**What you are asked to do**
Your answer should hold every line of the records below that contains the string "Königstraße".

[Saved entries]
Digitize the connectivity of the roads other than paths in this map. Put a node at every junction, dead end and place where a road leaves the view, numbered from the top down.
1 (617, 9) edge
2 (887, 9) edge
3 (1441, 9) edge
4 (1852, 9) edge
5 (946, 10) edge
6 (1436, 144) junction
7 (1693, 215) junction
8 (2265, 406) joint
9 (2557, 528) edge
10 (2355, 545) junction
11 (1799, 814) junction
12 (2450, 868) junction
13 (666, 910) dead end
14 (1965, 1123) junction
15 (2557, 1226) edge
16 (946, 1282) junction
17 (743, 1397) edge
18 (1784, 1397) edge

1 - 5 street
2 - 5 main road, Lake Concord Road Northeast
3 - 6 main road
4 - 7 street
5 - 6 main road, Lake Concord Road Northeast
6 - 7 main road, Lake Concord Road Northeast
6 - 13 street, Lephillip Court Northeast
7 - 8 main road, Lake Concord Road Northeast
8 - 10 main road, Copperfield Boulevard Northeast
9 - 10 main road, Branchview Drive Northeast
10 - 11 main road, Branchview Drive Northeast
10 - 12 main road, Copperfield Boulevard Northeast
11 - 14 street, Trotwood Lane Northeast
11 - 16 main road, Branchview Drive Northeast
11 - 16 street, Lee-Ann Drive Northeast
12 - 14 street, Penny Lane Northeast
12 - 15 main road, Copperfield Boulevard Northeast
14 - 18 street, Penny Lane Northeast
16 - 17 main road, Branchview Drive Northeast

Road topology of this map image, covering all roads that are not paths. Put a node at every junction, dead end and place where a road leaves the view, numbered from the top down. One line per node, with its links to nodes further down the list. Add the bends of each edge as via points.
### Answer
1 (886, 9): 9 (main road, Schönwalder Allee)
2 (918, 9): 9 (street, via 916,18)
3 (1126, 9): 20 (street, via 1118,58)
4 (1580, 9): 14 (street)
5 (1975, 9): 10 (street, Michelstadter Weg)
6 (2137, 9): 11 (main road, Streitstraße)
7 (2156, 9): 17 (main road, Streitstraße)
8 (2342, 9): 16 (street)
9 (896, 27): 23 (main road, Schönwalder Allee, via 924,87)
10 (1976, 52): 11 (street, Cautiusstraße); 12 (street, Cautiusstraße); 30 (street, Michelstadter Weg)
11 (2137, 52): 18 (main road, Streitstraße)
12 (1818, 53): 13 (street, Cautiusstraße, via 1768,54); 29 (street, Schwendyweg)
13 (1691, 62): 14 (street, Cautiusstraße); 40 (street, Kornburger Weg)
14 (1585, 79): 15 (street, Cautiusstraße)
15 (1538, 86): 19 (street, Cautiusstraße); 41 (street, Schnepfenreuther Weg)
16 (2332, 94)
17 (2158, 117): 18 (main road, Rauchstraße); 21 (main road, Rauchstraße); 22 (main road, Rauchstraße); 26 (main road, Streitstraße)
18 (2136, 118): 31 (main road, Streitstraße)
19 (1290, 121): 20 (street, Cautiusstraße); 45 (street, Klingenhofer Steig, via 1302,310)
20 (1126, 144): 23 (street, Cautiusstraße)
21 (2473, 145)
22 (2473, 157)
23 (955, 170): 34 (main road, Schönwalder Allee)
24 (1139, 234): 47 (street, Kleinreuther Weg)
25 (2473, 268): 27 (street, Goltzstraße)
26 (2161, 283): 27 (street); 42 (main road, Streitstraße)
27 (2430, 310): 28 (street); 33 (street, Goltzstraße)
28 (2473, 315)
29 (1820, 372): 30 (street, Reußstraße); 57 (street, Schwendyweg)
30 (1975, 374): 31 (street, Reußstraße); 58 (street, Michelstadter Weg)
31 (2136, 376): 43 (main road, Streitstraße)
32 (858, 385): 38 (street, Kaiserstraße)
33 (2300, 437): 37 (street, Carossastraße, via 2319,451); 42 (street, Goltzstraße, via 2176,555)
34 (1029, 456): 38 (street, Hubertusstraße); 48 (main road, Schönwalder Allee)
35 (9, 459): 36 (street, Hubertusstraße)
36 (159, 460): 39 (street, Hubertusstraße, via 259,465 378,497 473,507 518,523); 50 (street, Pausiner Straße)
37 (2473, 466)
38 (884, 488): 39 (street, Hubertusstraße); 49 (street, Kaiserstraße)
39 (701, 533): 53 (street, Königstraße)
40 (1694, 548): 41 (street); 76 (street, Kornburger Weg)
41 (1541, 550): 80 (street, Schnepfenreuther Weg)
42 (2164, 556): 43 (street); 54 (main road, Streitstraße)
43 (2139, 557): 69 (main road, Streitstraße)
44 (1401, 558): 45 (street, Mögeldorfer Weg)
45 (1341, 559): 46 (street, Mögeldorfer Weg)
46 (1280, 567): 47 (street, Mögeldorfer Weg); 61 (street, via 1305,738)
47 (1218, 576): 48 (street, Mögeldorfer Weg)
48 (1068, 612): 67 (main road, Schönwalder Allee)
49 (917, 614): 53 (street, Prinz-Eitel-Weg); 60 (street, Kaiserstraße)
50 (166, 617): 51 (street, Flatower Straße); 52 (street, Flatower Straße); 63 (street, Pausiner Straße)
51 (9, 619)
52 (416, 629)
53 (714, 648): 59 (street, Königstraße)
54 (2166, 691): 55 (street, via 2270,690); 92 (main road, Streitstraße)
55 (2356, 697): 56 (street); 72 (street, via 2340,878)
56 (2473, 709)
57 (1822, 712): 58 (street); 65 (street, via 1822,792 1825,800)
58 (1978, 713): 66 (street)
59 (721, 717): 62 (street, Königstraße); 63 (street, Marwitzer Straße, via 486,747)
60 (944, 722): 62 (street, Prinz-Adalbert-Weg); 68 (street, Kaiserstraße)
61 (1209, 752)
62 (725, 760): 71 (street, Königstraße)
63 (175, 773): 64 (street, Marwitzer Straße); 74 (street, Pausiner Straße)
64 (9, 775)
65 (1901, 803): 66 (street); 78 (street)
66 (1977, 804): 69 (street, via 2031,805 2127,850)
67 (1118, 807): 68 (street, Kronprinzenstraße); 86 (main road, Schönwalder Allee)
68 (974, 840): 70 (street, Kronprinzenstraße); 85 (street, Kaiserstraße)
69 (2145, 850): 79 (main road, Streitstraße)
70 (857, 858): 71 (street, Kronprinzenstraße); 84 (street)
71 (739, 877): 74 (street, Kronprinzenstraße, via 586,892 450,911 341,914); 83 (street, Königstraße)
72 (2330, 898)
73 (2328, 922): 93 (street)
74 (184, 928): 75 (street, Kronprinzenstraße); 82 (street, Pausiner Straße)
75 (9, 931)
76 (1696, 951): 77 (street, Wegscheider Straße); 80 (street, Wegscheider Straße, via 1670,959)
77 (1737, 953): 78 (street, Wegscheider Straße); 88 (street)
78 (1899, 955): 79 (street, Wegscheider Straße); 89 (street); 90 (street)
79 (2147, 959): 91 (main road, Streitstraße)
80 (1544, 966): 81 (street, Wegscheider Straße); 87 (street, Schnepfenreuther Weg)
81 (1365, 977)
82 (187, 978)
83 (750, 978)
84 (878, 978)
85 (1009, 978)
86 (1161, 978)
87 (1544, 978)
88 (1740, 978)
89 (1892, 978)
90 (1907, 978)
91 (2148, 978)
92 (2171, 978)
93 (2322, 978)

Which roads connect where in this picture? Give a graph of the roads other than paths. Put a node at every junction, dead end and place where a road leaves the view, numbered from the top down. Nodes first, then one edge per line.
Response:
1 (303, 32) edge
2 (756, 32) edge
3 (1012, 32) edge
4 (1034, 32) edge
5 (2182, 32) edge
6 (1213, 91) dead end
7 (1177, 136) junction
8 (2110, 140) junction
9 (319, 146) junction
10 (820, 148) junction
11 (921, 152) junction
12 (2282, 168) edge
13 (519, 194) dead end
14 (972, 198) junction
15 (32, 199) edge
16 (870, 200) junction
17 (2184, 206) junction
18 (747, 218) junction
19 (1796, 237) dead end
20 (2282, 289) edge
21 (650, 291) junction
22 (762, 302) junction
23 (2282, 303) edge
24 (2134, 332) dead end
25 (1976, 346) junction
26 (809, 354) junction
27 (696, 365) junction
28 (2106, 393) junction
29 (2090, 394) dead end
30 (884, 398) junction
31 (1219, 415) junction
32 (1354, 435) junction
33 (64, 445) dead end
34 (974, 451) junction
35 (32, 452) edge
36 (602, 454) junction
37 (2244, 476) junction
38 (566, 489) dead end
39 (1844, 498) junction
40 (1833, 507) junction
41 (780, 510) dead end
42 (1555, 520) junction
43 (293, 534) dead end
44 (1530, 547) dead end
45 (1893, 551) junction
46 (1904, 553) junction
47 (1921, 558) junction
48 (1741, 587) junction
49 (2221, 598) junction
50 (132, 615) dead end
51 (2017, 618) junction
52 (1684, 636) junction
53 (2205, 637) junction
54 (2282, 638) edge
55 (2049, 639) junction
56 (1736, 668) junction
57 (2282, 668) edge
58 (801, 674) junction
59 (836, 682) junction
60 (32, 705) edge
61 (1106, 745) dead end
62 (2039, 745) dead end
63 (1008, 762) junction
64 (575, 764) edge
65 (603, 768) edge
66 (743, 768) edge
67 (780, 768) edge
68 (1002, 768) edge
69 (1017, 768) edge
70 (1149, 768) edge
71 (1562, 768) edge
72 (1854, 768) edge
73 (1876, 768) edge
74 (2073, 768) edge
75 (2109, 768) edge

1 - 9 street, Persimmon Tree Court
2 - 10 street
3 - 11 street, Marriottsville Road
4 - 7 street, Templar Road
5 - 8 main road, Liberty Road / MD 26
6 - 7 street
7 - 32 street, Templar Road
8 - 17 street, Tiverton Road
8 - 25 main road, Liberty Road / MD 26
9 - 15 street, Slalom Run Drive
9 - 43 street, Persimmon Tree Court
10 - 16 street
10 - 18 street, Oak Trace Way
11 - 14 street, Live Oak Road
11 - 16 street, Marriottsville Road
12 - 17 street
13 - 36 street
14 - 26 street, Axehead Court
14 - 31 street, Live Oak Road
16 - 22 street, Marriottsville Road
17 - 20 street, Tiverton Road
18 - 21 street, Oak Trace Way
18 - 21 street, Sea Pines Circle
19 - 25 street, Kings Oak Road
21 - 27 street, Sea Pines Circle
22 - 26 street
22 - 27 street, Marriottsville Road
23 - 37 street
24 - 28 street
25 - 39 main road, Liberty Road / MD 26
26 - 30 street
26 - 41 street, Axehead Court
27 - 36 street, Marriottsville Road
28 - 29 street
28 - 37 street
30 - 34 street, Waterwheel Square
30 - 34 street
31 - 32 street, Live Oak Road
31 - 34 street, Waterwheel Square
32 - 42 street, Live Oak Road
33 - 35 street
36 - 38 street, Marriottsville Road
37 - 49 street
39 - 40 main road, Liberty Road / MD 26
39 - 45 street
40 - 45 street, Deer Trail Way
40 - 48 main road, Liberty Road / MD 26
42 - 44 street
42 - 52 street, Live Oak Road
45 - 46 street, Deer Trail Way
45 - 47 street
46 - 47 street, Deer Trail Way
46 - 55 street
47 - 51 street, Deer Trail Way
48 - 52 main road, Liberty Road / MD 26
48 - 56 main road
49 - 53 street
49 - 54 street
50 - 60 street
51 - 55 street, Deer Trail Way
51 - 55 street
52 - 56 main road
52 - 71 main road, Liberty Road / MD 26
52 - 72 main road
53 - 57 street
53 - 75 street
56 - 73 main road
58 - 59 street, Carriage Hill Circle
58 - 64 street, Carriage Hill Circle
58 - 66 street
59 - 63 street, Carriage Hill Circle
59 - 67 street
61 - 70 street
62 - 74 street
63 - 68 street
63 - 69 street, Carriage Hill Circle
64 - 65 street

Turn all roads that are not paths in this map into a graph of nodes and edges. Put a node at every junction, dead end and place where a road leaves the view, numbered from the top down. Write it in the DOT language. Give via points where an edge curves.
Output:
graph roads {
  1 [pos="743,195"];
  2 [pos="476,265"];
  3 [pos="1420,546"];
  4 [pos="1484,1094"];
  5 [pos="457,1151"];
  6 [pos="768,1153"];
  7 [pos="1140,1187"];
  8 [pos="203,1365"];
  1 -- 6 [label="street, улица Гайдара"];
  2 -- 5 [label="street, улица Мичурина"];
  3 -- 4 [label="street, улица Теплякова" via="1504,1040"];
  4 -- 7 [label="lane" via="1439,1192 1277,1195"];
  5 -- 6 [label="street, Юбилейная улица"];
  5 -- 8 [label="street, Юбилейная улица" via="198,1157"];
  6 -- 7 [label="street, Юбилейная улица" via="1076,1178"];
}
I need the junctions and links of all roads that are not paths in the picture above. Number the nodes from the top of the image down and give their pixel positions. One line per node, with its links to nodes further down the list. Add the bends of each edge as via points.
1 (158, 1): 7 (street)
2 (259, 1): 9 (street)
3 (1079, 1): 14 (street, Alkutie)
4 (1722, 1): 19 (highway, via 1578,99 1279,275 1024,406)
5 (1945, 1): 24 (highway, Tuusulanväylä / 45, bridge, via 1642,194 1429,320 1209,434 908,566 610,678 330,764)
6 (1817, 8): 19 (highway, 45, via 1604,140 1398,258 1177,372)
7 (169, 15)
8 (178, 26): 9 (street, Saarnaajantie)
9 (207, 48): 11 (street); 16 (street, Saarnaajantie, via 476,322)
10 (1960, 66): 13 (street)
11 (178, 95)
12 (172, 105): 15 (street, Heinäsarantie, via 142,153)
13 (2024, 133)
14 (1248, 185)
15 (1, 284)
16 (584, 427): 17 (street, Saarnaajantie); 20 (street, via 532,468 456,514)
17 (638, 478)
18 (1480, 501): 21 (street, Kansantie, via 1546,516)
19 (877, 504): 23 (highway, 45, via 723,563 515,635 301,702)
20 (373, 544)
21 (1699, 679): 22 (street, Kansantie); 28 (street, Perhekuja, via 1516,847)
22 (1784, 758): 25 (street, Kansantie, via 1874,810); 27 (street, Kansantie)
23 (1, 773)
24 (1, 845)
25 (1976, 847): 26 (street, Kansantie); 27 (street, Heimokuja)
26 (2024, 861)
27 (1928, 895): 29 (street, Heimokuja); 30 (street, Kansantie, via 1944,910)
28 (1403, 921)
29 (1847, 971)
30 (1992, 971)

**Answer section**
39 (701, 533): 53 (street, Königstraße)
53 (714, 648): 59 (street, Königstraße)
59 (721, 717): 62 (street, Königstraße); 63 (street, Marwitzer Straße, via 486,747)
62 (725, 760): 71 (street, Königstraße)
71 (739, 877): 74 (street, Kronprinzenstraße, via 586,892 450,911 341,914); 83 (street, Königstraße)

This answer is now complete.